◆ **ABOUT THIS TASK**
Show me every line in the listing that has the word "Minified".

# # # # #

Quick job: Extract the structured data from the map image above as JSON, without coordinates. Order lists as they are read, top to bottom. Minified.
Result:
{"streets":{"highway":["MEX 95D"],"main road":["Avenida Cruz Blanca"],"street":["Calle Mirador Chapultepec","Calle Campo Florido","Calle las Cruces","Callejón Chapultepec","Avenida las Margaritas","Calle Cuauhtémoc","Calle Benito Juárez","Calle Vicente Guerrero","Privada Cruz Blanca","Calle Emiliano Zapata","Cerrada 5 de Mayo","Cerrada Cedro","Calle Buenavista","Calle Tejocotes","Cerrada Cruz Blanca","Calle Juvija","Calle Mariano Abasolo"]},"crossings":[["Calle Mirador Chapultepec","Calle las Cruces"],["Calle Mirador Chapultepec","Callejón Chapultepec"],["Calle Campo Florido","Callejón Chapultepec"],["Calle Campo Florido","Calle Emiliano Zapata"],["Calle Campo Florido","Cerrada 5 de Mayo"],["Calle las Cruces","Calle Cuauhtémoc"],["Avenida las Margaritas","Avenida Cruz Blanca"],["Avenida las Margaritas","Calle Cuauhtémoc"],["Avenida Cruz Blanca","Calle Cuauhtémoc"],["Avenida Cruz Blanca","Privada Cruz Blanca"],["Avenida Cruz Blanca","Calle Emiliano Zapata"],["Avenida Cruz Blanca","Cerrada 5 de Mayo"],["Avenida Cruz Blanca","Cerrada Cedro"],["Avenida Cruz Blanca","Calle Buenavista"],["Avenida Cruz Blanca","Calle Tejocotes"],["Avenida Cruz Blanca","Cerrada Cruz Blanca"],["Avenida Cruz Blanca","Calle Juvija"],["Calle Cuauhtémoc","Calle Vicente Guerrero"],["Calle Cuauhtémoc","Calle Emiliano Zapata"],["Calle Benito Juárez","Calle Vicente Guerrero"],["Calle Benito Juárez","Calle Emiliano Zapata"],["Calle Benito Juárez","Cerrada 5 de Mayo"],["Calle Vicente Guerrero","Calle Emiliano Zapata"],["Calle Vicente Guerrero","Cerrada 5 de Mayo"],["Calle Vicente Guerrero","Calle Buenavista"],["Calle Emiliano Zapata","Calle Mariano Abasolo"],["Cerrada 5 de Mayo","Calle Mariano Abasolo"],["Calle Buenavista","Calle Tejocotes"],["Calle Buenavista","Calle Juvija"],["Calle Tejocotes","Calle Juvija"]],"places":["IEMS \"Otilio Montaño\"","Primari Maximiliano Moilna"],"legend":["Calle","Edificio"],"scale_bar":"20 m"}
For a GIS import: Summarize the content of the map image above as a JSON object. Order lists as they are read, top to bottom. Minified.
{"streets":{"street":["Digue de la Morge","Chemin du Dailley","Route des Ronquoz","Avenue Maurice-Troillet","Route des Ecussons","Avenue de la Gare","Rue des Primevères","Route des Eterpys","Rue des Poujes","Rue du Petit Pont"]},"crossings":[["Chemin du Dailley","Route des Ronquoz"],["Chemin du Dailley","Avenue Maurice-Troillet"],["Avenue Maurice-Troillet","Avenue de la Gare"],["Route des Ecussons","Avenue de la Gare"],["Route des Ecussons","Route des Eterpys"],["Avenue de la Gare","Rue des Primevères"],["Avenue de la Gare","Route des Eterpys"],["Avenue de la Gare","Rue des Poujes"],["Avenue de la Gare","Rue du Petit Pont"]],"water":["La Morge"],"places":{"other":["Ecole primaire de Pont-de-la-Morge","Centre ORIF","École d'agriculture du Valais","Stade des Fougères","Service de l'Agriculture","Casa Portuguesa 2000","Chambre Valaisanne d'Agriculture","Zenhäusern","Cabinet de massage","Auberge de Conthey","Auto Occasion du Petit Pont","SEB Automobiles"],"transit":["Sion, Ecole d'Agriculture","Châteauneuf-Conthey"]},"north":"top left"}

# # # # #

◆ **EXERCISE SOLUTION**
Quick job: Extract the structured data from the map image above as JSON, without coordinates. Order lists as they are read, top to bottom. Minified.
For a GIS import: Summarize the content of the map image above as a JSON object. Order lists as they are read, top to bottom. Minified.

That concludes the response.